The team used array-based sequence capture techniques and high-throughput sequencing to generate more than 300 million bases of sequence information representing a dozen human exomes. When they looked at the exomes — generated from eight HapMap individuals as well as four individuals with a condition called Freeman-Sheldon syndrome — they found a slew of genetic variants as well as mutations in the MYH3 gene that characterize Freeman-Sheldon syndrome.
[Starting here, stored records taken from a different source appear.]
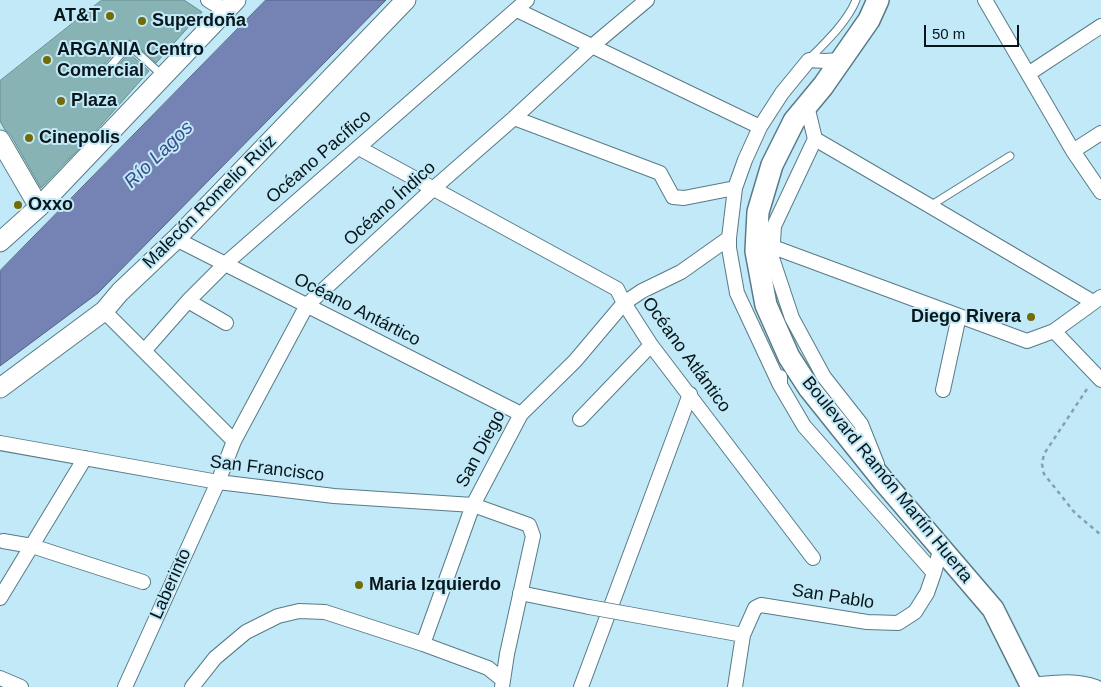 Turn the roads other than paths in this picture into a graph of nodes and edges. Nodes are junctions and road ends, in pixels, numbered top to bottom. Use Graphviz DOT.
graph roads {
  1 [pos="208,0"];
  2 [pos="406,0"];
  3 [pos="527,0"];
  4 [pos="647,0"];
  5 [pos="856,0"];
  6 [pos="878,0"];
  7 [pos="985,0"];
  8 [pos="231,5"];
  9 [pos="517,10"];
  10 [pos="1101,26"];
  11 [pos="592,46"];
  12 [pos="809,60"];
  13 [pos="840,60"];
  14 [pos="107,70"];
  15 [pos="1028,74"];
  16 [pos="164,76"];
  17 [pos="806,106"];
  18 [pos="514,118"];
  19 [pos="760,127"];
  20 [pos="1101,133"];
  21 [pos="815,139"];
  22 [pos="0,140"];
  23 [pos="359,148"];
  24 [pos="1073,151"];
  25 [pos="1010,156"];
  26 [pos="434,188"];
  27 [pos="735,188"];
  28 [pos="1101,192"];
  29 [pos="930,206"];
  30 [pos="39,207"];
  31 [pos="729,238"];
  32 [pos="176,239"];
  33 [pos="0,242"];
  34 [pos="773,247"];
  35 [pos="225,264"];
  36 [pos="1097,299"];
  37 [pos="188,301"];
  38 [pos="624,303"];
  39 [pos="306,305"];
  40 [pos="104,311"];
  41 [pos="959,316"];
  42 [pos="226,323"];
  43 [pos="1054,331"];
  44 [pos="779,334"];
  45 [pos="651,344"];
  46 [pos="144,351"];
  47 [pos="1101,380"];
  48 [pos="780,385"];
  49 [pos="0,388"];
  50 [pos="944,390"];
  51 [pos="690,394"];
  52 [pos="521,414"];
  53 [pos="580,419"];
  54 [pos="234,441"];
  55 [pos="0,443"];
  56 [pos="85,458"];
  57 [pos="218,482"];
  58 [pos="885,483"];
  59 [pos="472,505"];
  60 [pos="4,540"];
  61 [pos="32,546"];
  62 [pos="940,547"];
  63 [pos="813,558"];
  64 [pos="934,573"];
  65 [pos="143,582"];
  66 [pos="520,593"];
  67 [pos="0,598"];
  68 [pos="743,635"];
  69 [pos="423,644"];
  70 [pos="0,678"];
  71 [pos="503,683"];
  72 [pos="1031,686"];
  73 [pos="21,687"];
  74 [pos="125,687"];
  75 [pos="192,687"];
  76 [pos="581,687"];
  77 [pos="735,687"];
  78 [pos="1096,687"];
  1 -- 8 [label="street"];
  2 -- 32 [label="street, Malecón Romelio Ruiz"];
  3 -- 9 [label="street, Océano Pacífico"];
  4 -- 11 [label="street, Océano Índico"];
  5 -- 12 [label="lane"];
  6 -- 13 [label="main road, Boulevard Ramón Martín Huerta"];
  7 -- 15 [label="street"];
  8 -- 16 [label="street"];
  9 -- 11 [label="street"];
  9 -- 23 [label="street, Océano Pacífico"];
  10 -- 15 [label="street"];
  11 -- 18 [label="street, Océano Índico"];
  11 -- 19 [label="street"];
  12 -- 13 [label="street"];
  12 -- 19 [label="street"];
  13 -- 17 [label="main road, Boulevard Ramón Martín Huerta"];
  14 -- 16 [label="lane"];
  15 -- 24 [label="street"];
  16 -- 30 [label="street"];
  17 -- 21 [label="street"];
  17 -- 44 [label="main road, Boulevard Ramón Martín Huerta"];
  18 -- 26 [label="street, Océano Índico"];
  18 -- 27 [label="street"];
  19 -- 27 [label="street"];
  20 -- 24 [label="street"];
  21 -- 29 [label="street"];
  21 -- 34 [label="street"];
  22 -- 30 [label="street"];
  23 -- 26 [label="street, Océano Atlántico"];
  23 -- 35 [label="street, Océano Pacífico"];
  24 -- 28 [label="street"];
  25 -- 29 [label="lane"];
  26 -- 38 [label="street, Océano Atlántico"];
  26 -- 39 [label="street, Océano Índico"];
  27 -- 31 [label="street"];
  29 -- 36 [label="street"];
  30 -- 33 [label="street"];
  31 -- 38 [label="street, San Diego"];
  31 -- 48 [label="street"];
  32 -- 35 [label="street, Océano Antártico"];
  32 -- 40 [label="street, Malecón Romelio Ruiz"];
  34 -- 41 [label="street"];
  34 -- 58 [label="street"];
  35 -- 37 [label="street, Océano Pacífico"];
  35 -- 39 [label="street, Océano Antártico"];
  36 -- 43 [label="street"];
  37 -- 42 [label="street"];
  37 -- 46 [label="street, Océano Pacífico"];
  38 -- 45 [label="street, Océano Atlántico"];
  38 -- 52 [label="street, San Diego"];
  39 -- 52 [label="street, Océano Antártico"];
  39 -- 54 [label="street, Océano Índico"];
  40 -- 46 [label="street"];
  40 -- 49 [label="street, Malecón Romelio Ruiz"];
  41 -- 43 [label="street"];
  41 -- 50 [label="street"];
  43 -- 47 [label="street"];
  44 -- 48 [label="street"];
  44 -- 58 [label="main road, Boulevard Ramón Martín Huerta"];
  45 -- 51 [label="street, Océano Atlántico"];
  45 -- 53 [label="street"];
  46 -- 54 [label="street"];
  48 -- 64 [label="street"];
  51 -- 63 [label="street, Océano Atlántico"];
  51 -- 76 [label="street"];
  52 -- 59 [label="street, San Diego"];
  54 -- 57 [label="street, Océano Índico"];
  55 -- 56 [label="street, San Francisco"];
  56 -- 57 [label="street, San Francisco"];
  56 -- 61 [label="street"];
  57 -- 59 [label="street, San Francisco"];
  57 -- 74 [label="street, Laberinto"];
  58 -- 62 [label="main road, Boulevard Ramón Martín Huerta"];
  59 -- 66 [label="street, San Francisco"];
  59 -- 69 [label="street, San Diego"];
  60 -- 61 [label="street"];
  61 -- 65 [label="street"];
  61 -- 67 [label="street"];
  62 -- 64 [label="street, San Pablo"];
  62 -- 72 [label="main road, Boulevard Ramón Martín Huerta"];
  64 -- 68 [label="street, San Pablo"];
  66 -- 68 [label="street, bridge"];
  66 -- 71 [label="street"];
  68 -- 77 [label="street, San Pablo"];
  69 -- 71 [label="street"];
  69 -- 75 [label="street"];
  70 -- 73 [label="street"];
  72 -- 78 [label="street"];
}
The research appeared in the advance online edition of Nature yesterday.

"We have … sought to develop second-generation methods for targeted sequencing of all protein-coding regions … to reduce costs while enriching for discovery of highly penetrant variants," senior author Jay Shendure, a researcher with the University of Washington's department of genome sciences, and his co-authors wrote.

The research was done as part of the Exome Project — an effort funded by the National Heart, Lung, and Blood Institute and the National Human Genome Research Institute to come up with cost-effective exome sequencing protocols that can eventually be applied to large, carefully phenotyped human populations.
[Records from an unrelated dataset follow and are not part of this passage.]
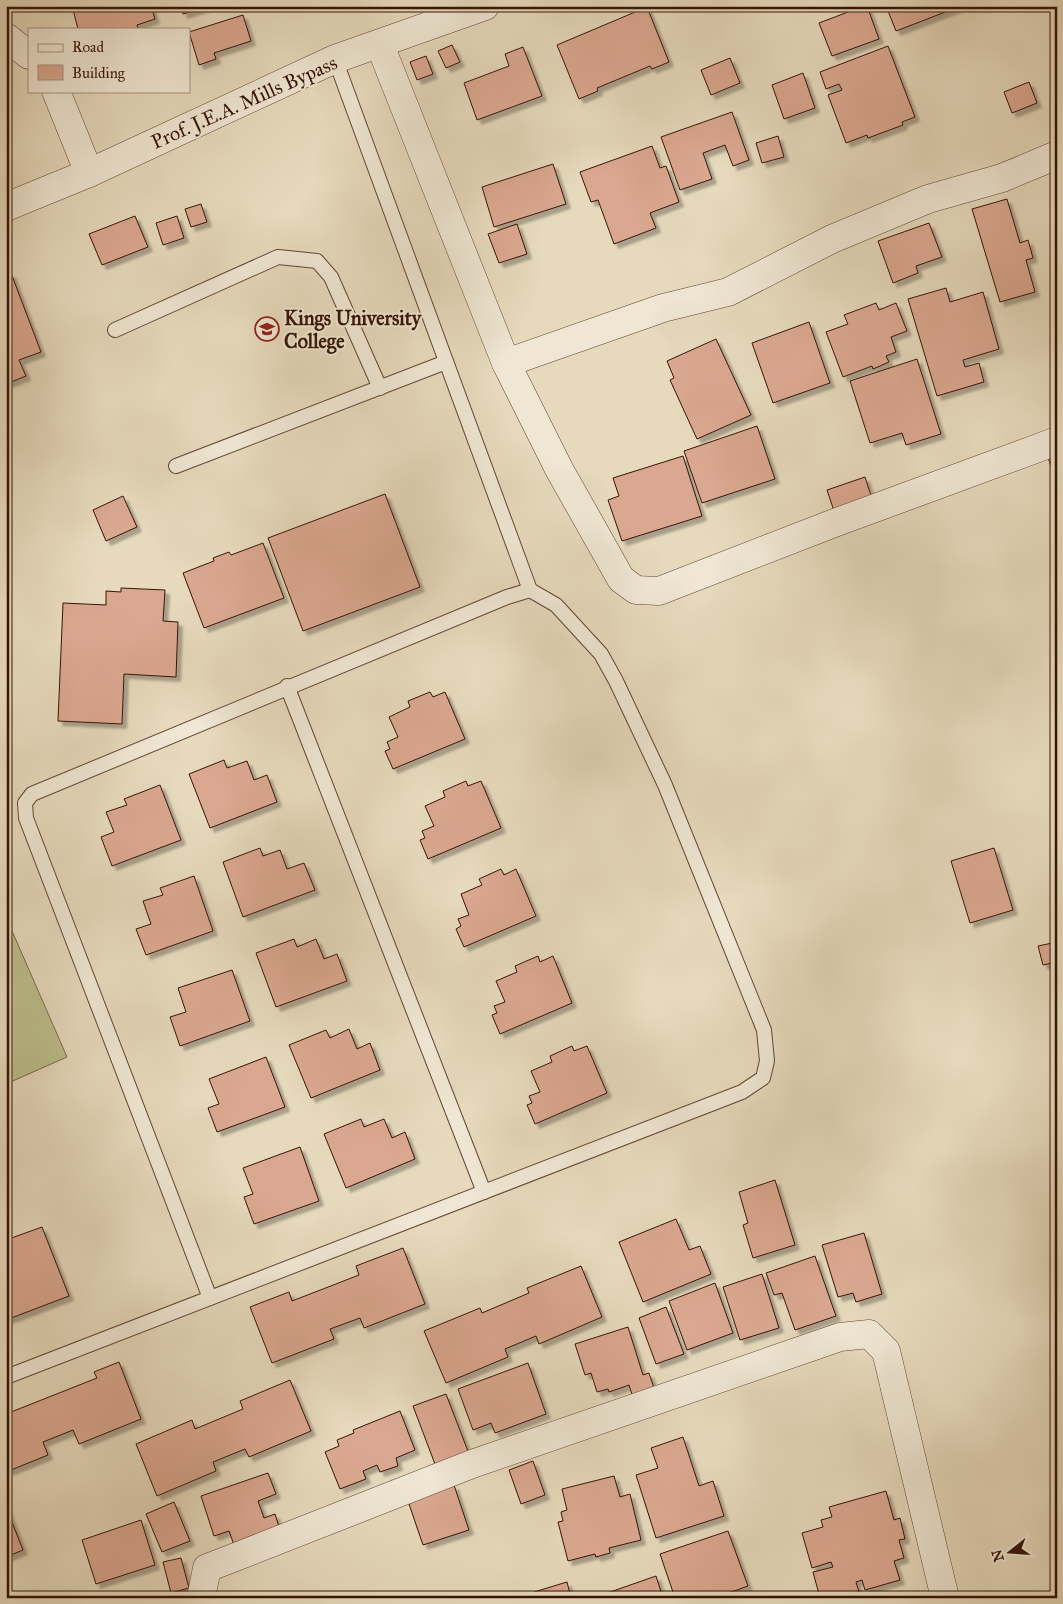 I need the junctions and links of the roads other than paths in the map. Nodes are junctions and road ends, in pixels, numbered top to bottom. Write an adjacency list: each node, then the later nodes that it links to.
1 (484, 6): 3 (street, Prof. J.E.A. Mills Bypass)
2 (6, 37): 4 (street)
3 (380, 45): 5 (street, Prof. J.E.A. Mills Bypass); 12 (street)
4 (28, 54)
5 (335, 59): 8 (street, Prof. J.E.A. Mills Bypass); 11 (lane)
6 (56, 92): 8 (street)
7 (1057, 156): 12 (street)
8 (89, 173): 9 (street, Prof. J.E.A. Mills Bypass)
9 (6, 207)
10 (115, 330): 13 (lane)
11 (446, 362): 13 (lane); 16 (lane)
12 (506, 363): 14 (street)
13 (380, 388): 15 (lane)
14 (1057, 441)
15 (176, 466)
16 (530, 590): 17 (lane); 18 (lane)
17 (287, 686): 18 (lane); 19 (lane)
18 (484, 1192): 19 (lane)
19 (210, 1298): 20 (lane)
20 (6, 1377)
21 (201, 1598): 22 (street)
22 (945, 1598)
The effort is based on the rationale that sequencing the one percent or so of the genome that codes for protein sequence will be much faster and cheaper than whole-genome sequencing, while still having the potential to find mutations involved in human disease.

"We have great hope that targeted sequencing, when applied to a larger number of individuals, will be used to discover the genetic underpinnings of common conditions such as high blood pressure and high cholesterol," NHLBI Director Elizabeth Nabel, who was not directly involved in the study, said in a statement. "The current findings provide the fundamental groundwork for pursuing this important goal."

Shendure and his team decided to test this approach using DNA samples obtained from eight individuals in the HapMap project and four individuals with Freeman-Sheldon syndrome, also known as distal arthrogryposis type 2A, a rare disorder that's inherited in an autosomal dominant fashion.

In order to sequence just the exome for each individual, the researchers captured the exons by hybridizing genomic DNA shotgun libraries to seven microarrays and sequencing the captured regions using unpaired Illumina Genome Analyzer II reads.

Earlier this spring, Shendure and his colleagues reported in Nature Methods that they had improved on existing multiplexed exon-capture techniques, establishing a protocol that could be used in exome sequencing.

The team generated roughly 6.4 gigabases of sequence data for each person, on average. Nearly half of the 76 base-pair reads mapped to targeted regions of the genome. After tossing out duplicated reads, the researchers found that they had achieved about 51 times coverage of each exome, on average, covering about 99.7 percent of the targeted sequences.

When they started analyzing the exomes, the researchers found 56,240 coding SNPs that were present in at least one of the individuals tested — 13,347 of which had not been identified in the past. Each exome contained about 17,272 coding SNP, on average, they reported.

After cataloging various types of mutations, such as missense, nonsense, splice site mutations and indels, the researchers turned their attention to Freeman-Sheldon syndrome with an eye towards determining how well exome sequencing could find the culprit gene in monogenic diseases.

Indeed, by honing in on genes that were in all four individuals with the syndrome and that weren't found in the dbSNP database, the team could accurately pick out MYH3 as the candidate gene in Freeman-Sheldon syndrome.

While the researchers conceded that the method cannot detect structural changes or mutations in non-protein-coding parts of the genome, they expressed enthusiasm about the possibility of identifying disease-related mutations based on examining sequence from just a few affected, unrelated individuals.

"[O]ur analysis suggests that direct sequencing of exomes of small numbers of unrelated individuals (but more than one) with a shared monogenic disorder can serve as a genome-wide scan for the causative gene," the authors wrote. "The availability of eight HapMap exomes was clearly helpful, suggesting that the power of this approach will improve as the 1000 Genomes Project generates a catalogue of common variation that is more complete and evenly ascertained than dbSNP."